• _The problem_
A copy of the listing below is needed, exact in every line and without images.

• _Input for this task_

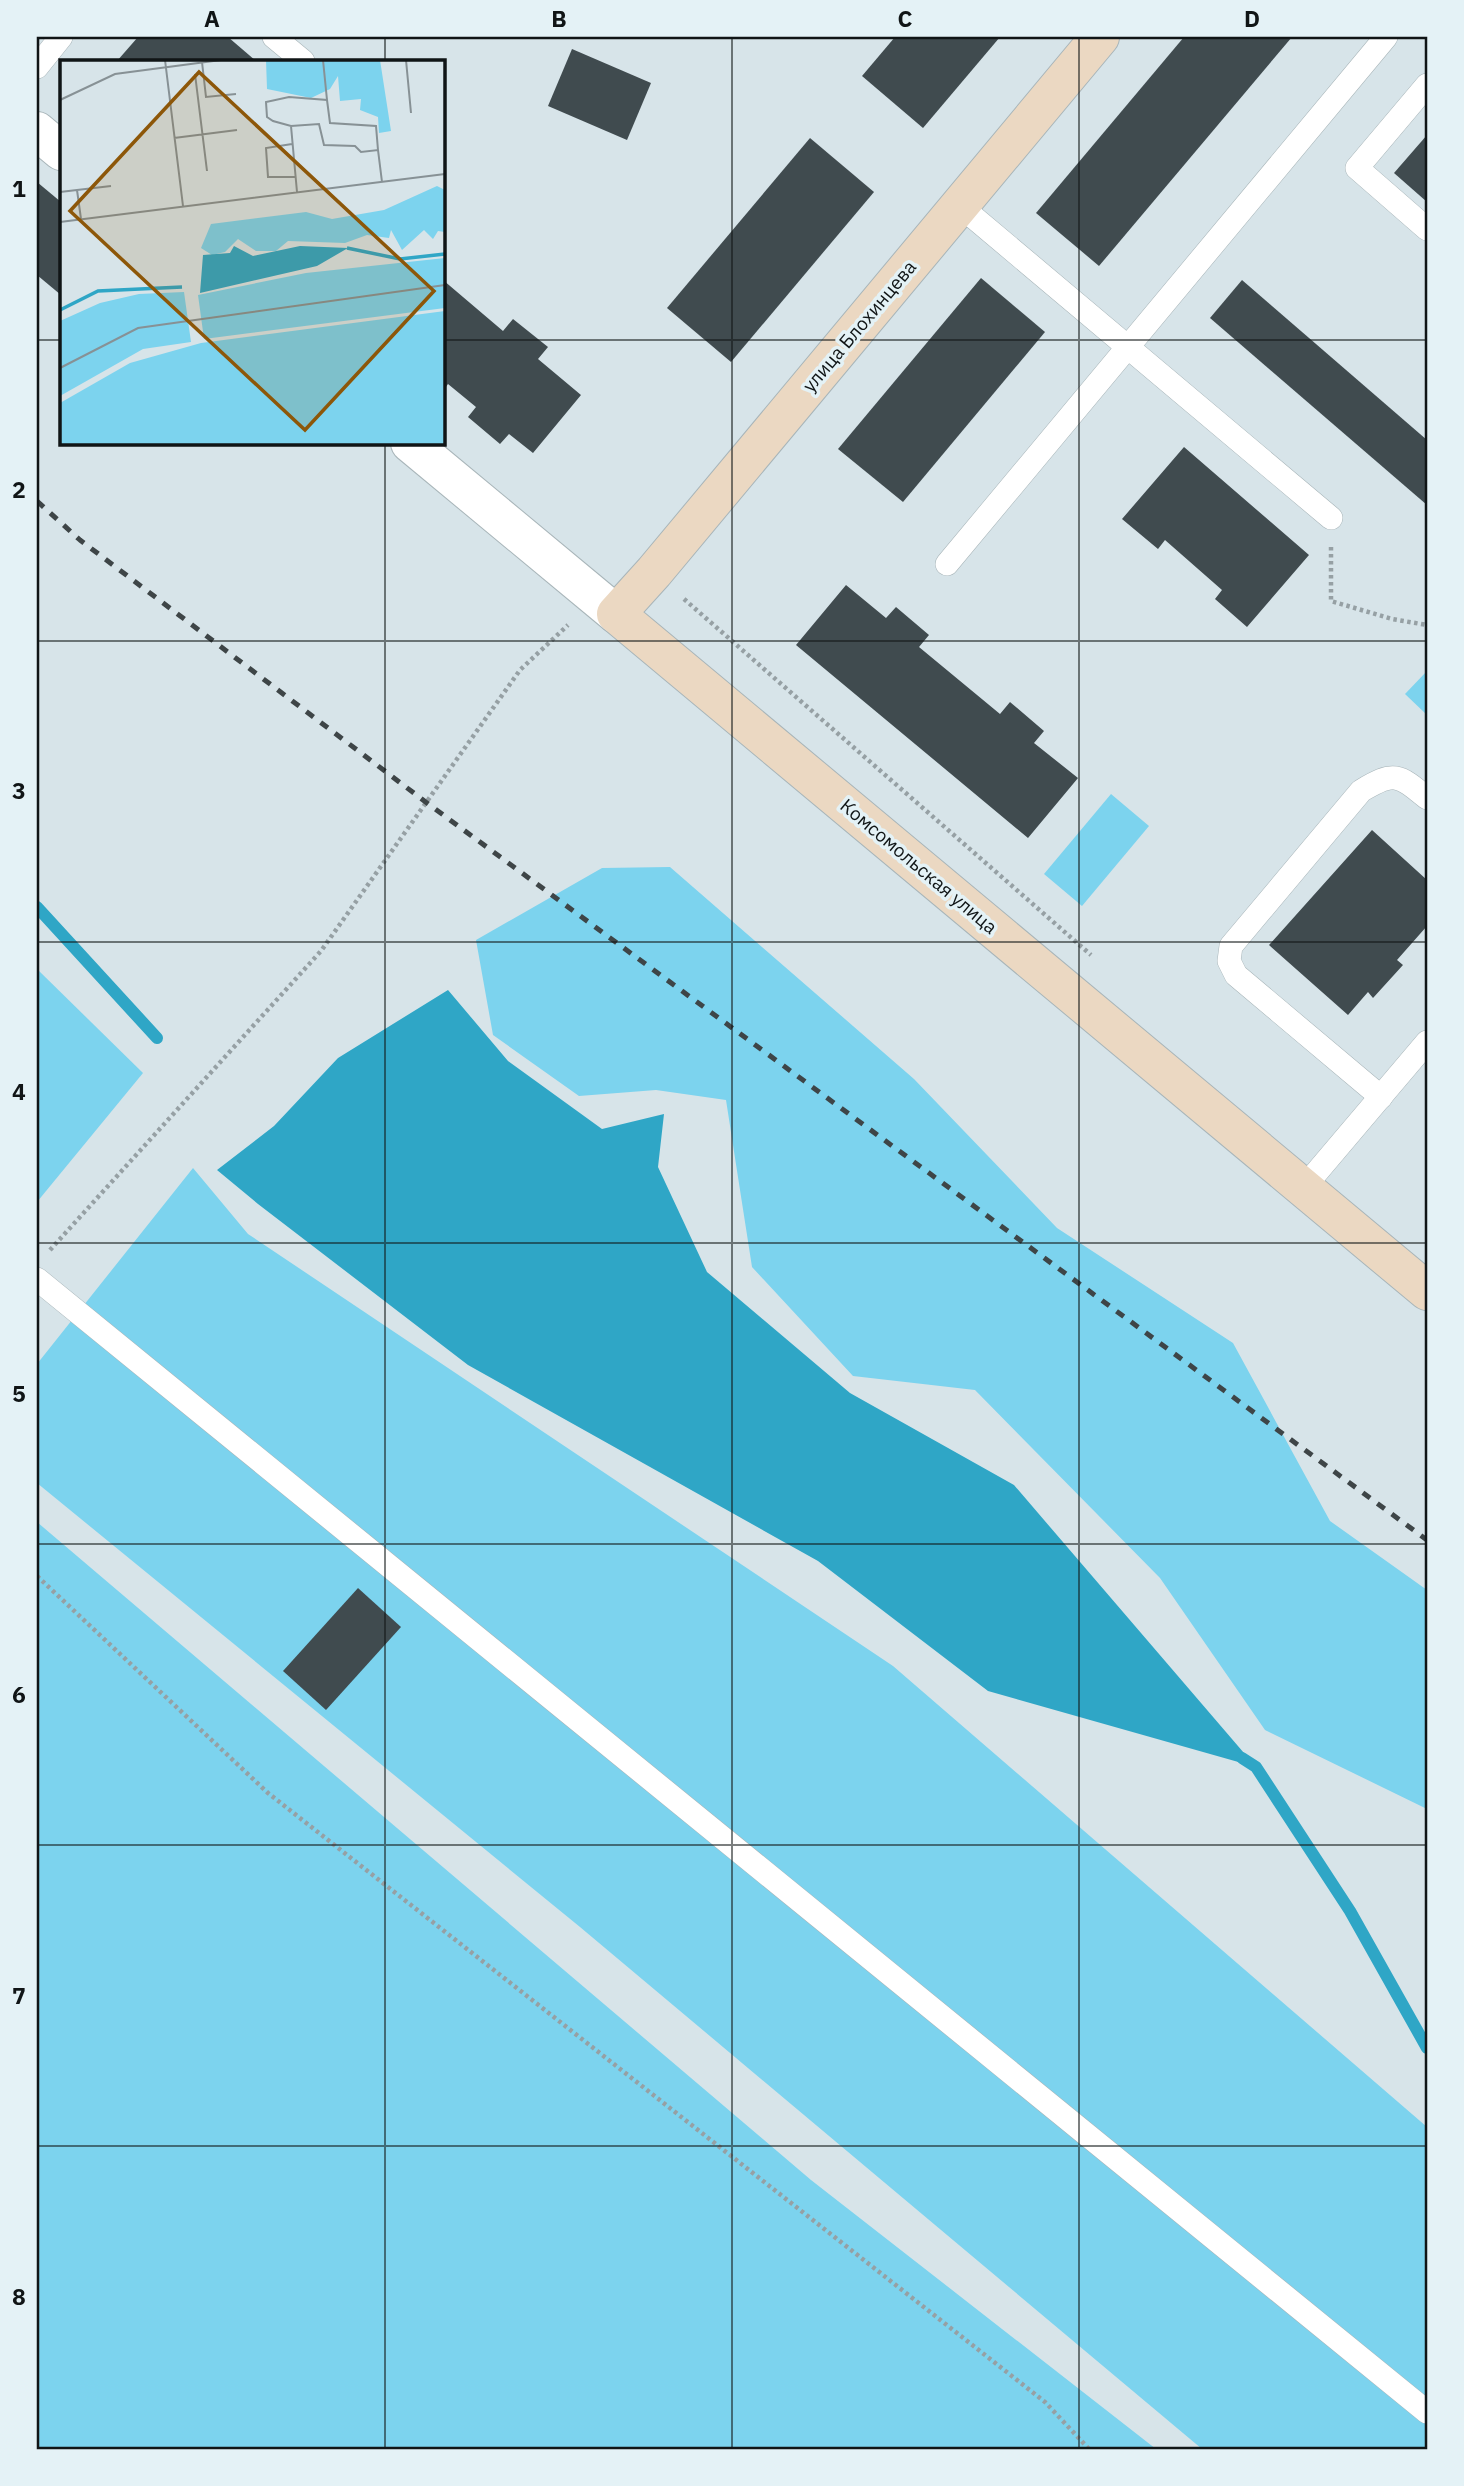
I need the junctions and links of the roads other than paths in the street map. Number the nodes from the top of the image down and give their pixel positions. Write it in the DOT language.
graph roads {
  1 [pos="61,37"];
  2 [pos="274,37"];
  3 [pos="1100,37"];
  4 [pos="1387,37"];
  5 [pos="302,60"];
  6 [pos="37,67"];
  7 [pos="1427,86"];
  8 [pos="37,131"];
  9 [pos="60,150"];
  10 [pos="959,205"];
  11 [pos="1427,229"];
  12 [pos="1127,347"];
  13 [pos="411,444"];
  14 [pos="1331,518"];
  15 [pos="947,564"];
  16 [pos="607,606"];
  17 [pos="1427,797"];
  18 [pos="1427,1042"];
  19 [pos="1381,1097"];
  20 [pos="1305,1186"];
  21 [pos="37,1279"];
  22 [pos="1427,1291"];
  23 [pos="1427,2412"];
  1 -- 6 [label="lane"];
  2 -- 5 [label="lane"];
  3 -- 10 [label="street, улица Блохинцева"];
  4 -- 12 [label="lane"];
  7 -- 11 [label="lane"];
  8 -- 9 [label="street"];
  10 -- 12 [label="lane"];
  10 -- 16 [label="street, улица Блохинцева"];
  12 -- 14 [label="lane"];
  12 -- 15 [label="lane"];
  13 -- 16 [label="street, Комсомольская улица"];
  16 -- 20 [label="street, Комсомольская улица"];
  17 -- 19 [label="lane"];
  18 -- 19 [label="lane"];
  19 -- 20 [label="lane"];
  20 -- 22 [label="street, Комсомольская улица"];
  21 -- 23 [label="lane"];
}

• _Result of this task_
I need the junctions and links of the roads other than paths in the street map. Number the nodes from the top of the image down and give their pixel positions. Write it in the DOT language.
graph roads {
  1 [pos="61,37"];
  2 [pos="274,37"];
  3 [pos="1100,37"];
  4 [pos="1387,37"];
  5 [pos="302,60"];
  6 [pos="37,67"];
  7 [pos="1427,86"];
  8 [pos="37,131"];
  9 [pos="60,150"];
  10 [pos="959,205"];
  11 [pos="1427,229"];
  12 [pos="1127,347"];
  13 [pos="411,444"];
  14 [pos="1331,518"];
  15 [pos="947,564"];
  16 [pos="607,606"];
  17 [pos="1427,797"];
  18 [pos="1427,1042"];
  19 [pos="1381,1097"];
  20 [pos="1305,1186"];
  21 [pos="37,1279"];
  22 [pos="1427,1291"];
  23 [pos="1427,2412"];
  1 -- 6 [label="lane"];
  2 -- 5 [label="lane"];
  3 -- 10 [label="street, улица Блохинцева"];
  4 -- 12 [label="lane"];
  7 -- 11 [label="lane"];
  8 -- 9 [label="street"];
  10 -- 12 [label="lane"];
  10 -- 16 [label="street, улица Блохинцева"];
  12 -- 14 [label="lane"];
  12 -- 15 [label="lane"];
  13 -- 16 [label="street, Комсомольская улица"];
  16 -- 20 [label="street, Комсомольская улица"];
  17 -- 19 [label="lane"];
  18 -- 19 [label="lane"];
  19 -- 20 [label="lane"];
  20 -- 22 [label="street, Комсомольская улица"];
  21 -- 23 [label="lane"];
}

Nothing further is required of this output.